Do you have sleafia, mental disorder, or addiction?

According to Oxford's English dictionary, a cyphical is a photo that someone takes to himself, usually through a smartphone or other device, and it's divided into social media. From the perspective of a psychologist, the doing of a culinary is a self-originated act that allows users to determine their individuality and importance and yes [...]
According to Oxford's English dictionary, a cyphical is a photo that someone takes to himself, usually through a smartphone or other device, and it's divided into social media.

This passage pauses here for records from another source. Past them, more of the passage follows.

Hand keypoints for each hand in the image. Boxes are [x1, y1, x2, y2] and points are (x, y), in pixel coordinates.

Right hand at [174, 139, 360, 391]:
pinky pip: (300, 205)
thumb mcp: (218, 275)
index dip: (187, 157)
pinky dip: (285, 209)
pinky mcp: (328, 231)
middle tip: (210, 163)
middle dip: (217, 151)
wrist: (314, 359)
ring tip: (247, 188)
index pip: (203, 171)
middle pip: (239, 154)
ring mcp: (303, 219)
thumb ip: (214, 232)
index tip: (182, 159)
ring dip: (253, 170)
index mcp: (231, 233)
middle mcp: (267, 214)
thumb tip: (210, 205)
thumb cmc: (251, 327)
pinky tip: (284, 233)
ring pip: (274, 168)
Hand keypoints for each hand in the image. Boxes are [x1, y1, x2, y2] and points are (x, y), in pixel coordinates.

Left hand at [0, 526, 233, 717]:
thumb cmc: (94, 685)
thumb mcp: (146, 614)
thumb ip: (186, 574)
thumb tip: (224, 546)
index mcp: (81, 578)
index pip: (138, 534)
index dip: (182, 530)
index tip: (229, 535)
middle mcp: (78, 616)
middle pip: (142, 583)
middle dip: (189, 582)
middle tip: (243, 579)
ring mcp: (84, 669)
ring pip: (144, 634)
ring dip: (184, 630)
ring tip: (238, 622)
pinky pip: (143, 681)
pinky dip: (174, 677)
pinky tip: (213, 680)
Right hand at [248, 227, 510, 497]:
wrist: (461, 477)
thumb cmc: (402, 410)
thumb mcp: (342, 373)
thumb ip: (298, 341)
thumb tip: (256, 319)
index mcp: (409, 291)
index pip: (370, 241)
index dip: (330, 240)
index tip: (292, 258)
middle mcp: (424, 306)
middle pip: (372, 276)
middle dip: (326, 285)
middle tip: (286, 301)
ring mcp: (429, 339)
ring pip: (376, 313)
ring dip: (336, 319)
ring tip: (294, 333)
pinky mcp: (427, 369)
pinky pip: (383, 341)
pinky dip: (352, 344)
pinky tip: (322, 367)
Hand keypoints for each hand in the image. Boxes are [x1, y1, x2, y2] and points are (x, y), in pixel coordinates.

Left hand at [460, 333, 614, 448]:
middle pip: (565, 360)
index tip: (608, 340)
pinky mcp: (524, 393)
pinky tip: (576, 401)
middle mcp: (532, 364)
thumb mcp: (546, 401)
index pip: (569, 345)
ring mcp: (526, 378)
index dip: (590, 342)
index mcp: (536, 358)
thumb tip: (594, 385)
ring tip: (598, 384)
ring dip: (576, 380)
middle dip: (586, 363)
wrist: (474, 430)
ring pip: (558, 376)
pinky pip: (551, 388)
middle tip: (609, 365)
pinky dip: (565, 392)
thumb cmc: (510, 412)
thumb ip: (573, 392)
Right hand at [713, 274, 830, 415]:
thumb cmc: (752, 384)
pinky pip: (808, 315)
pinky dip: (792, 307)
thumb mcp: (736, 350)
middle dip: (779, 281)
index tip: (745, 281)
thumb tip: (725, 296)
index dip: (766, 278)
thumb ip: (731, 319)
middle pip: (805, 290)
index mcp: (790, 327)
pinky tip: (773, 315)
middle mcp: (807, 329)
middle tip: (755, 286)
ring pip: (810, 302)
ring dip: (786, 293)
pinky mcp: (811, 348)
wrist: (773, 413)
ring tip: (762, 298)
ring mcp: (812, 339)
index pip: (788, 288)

From the perspective of a psychologist, the performance of a philanthropist is a self - misled act that allows users to determine the individuality and the importance of themselves and is also linked to personal characteristics such as narcissism.
However, taking a self is more than just a photograph. It may also include the editing of color and contrast, the changing of the background, the increase in other effects before it is divided on the network. These added options and the use of integral editing have more popularized the making of selphies, especially among teenagers and young people.
But there are also those experts, such as members of the American Psychiatric Association, who classify the serf as a mental disorder. The organisation defines them as an obsession desire to take photos of itself and post them to social media to compensate for self-esteem and fill gaps in privacy.
Also, according to her, there are three levels of disorder; the border line, the quality making at least three times a day, but not to post them to social media, acutely, making them at least three times a day; and posting them in social media, and chronically, the uncontrollable need to make seditious and post them in social media more than six times a day.
This theory was rejected, however, despite the fact that many who could vice the criteria used for dividing three levels, border lines, acute and chronic.
Experts, however, continued to examine the problem, and one of the findings is that people with chronic levels of seditiousness seek to adapt to those around them and can show symptoms similar to those of other adicious behavior.